Labyrinth was one of my very favorite movies as a child. It still ranks pretty high on my list. The film has a haunting sort of quality that grabs you and doesn't let go. If you've seen it, you know what I mean. The first time I saw it I was babysitting alone at my Aunt Mary & Uncle Rick's house. I was probably twelve or thirteen. If I close my eyes now I can conjuer up that moment and remember how I felt. Scared. A little creeped out by the David Bowie character. But connected to the film in way that I had never experienced before. I felt like some of the lessons that the main character, Sarah, was learning along the way were lessons for me. Lessons about not trying to escape life by pretending and hiding inside books. Lessons about unlikely friendship. Lessons about valuing people over stuff.
There is a moment toward the end of the movie that replays in my mind whenever I'm going through the things I own and trying to decide what to keep and what to give away -- what to value and what to discard. Sarah has come most of the way through the Labyrinth towards the Goblin King's castle to rescue her baby brother, and she finds herself suddenly back in her own room with all the toys of her childhood. All the toys and things that she has never been willing to part with, never even been willing to share with her brother. These are the things that Sarah thinks define her. The things she hangs onto for comfort. For a moment you really believe that she's back home, but then a little old goblin woman comes in the room and starts piling Sarah's favorite things on her lap. She says something like this: "Oh, here are all your pretty things. Here's your horsey, you need your horsey don't you?" She goes on and on, bringing Sarah all the things that the young girl (so far) has loved most in her life. She piles them on her and for awhile, Sarah looks happy. It seems like the trick is about to work. It seems like Sarah will forget about her brother as she sits there clutching her growing pile of things. But suddenly it's like someone has thrown a switch and Sarah wakes up. She dumps the pile on the ground and starts yelling. "It's all just junk!" she says. The walls of the room crumble away to reveal that she isn't home at all. She's in the middle of a junk yard. In that moment Sarah learns what's really important to her. And she runs off to save her brother.
The image of those crumbling walls giving way to the lanscape of a junkyard have stayed with me.
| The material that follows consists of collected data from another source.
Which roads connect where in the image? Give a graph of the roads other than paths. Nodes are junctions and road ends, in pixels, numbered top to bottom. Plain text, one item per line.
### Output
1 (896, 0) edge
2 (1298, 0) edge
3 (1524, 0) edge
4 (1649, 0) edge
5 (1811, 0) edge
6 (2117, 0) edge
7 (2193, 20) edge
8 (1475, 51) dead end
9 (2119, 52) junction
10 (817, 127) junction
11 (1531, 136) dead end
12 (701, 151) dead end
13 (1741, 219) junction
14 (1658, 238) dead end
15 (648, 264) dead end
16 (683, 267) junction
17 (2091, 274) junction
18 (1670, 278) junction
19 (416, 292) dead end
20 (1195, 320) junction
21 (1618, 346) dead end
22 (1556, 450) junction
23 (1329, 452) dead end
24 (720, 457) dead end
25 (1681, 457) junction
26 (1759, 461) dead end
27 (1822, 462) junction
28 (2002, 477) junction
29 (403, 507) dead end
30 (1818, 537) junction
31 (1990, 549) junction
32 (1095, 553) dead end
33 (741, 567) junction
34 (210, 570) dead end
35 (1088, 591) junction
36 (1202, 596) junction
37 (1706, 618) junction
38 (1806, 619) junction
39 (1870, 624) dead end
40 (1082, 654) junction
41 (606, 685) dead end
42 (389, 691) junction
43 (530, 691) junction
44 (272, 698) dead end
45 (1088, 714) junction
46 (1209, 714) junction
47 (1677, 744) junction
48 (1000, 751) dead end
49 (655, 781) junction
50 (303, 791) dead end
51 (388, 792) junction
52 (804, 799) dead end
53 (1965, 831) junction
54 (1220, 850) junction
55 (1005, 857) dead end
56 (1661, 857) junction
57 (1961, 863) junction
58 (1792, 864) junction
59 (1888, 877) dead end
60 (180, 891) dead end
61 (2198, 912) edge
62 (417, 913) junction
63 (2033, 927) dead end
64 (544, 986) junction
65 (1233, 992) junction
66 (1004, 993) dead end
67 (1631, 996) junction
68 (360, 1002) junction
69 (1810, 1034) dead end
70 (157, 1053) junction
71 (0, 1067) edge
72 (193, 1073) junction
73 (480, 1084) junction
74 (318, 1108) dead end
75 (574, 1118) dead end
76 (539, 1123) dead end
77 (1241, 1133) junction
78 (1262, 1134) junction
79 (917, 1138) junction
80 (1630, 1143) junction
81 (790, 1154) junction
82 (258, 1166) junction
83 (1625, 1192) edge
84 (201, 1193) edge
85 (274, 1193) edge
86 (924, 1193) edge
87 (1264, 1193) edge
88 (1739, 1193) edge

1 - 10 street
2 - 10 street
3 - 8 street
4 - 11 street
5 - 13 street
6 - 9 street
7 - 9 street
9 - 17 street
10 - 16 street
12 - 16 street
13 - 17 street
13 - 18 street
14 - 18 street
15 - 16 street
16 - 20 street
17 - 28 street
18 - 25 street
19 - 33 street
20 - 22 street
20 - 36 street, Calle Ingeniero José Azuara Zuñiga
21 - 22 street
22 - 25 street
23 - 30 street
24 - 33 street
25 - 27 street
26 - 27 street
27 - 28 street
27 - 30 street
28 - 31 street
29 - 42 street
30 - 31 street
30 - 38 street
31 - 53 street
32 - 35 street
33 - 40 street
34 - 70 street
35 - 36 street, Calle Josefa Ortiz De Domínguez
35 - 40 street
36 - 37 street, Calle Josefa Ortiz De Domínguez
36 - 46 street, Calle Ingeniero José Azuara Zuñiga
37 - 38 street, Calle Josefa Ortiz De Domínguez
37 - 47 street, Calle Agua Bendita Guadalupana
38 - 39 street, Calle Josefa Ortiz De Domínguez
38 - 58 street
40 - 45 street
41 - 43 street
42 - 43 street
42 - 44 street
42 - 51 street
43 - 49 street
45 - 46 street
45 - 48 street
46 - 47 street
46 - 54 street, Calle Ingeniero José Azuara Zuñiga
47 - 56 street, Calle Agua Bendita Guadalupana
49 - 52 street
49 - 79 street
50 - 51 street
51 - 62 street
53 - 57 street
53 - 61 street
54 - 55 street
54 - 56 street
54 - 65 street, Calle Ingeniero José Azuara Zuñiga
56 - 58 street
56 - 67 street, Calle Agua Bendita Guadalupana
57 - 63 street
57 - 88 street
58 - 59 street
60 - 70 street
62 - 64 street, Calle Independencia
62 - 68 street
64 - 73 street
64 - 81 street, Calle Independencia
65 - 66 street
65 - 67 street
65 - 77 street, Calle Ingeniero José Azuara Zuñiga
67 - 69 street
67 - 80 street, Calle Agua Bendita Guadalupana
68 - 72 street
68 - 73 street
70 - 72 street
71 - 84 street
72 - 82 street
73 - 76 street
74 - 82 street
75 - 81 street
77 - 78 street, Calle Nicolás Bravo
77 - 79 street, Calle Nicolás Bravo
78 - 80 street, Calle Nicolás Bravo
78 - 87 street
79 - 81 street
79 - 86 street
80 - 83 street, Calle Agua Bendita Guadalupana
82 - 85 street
Just the thought of collecting more stuff makes me clostraphobic. I am constantly combing through and trying to get rid of more things. I long for a simplified life without stuff piling up around me. Stuff is a burden. And when you collect enough of it, it becomes a burden on other people too. (Have you ever helped move someone who can't let go of their stuff?)
It's not just about money. Many of the things people collect are not expensive. My beef with stuff is not just about wasting money. It's about losing freedom. It's about the hoarding mentality. It's about focus, time, and energy that stuff steals from us. Managing stuff takes a lot of work. And finding the one thing you need in the pile of things you don't can suck up your day. It's about excess. And about letting go of that which you cannot keep in order to find what you cannot loose.
There are definitely things I like, things I want to save. But I also know that if I lost everything in a fire or a flood today I could go forward and still be the person I am without all those things. In fact, I might even turn into someone better. I have the sense that, in some ways, the things I own tend to pile up between me and God. And everytime I make the pile a little smaller, I feel a little closer to him.
1 comment:
I really liked this movie too. I remember totally being creeped out by David Bowie and to this day I can't think of him without feeling a little creeped out.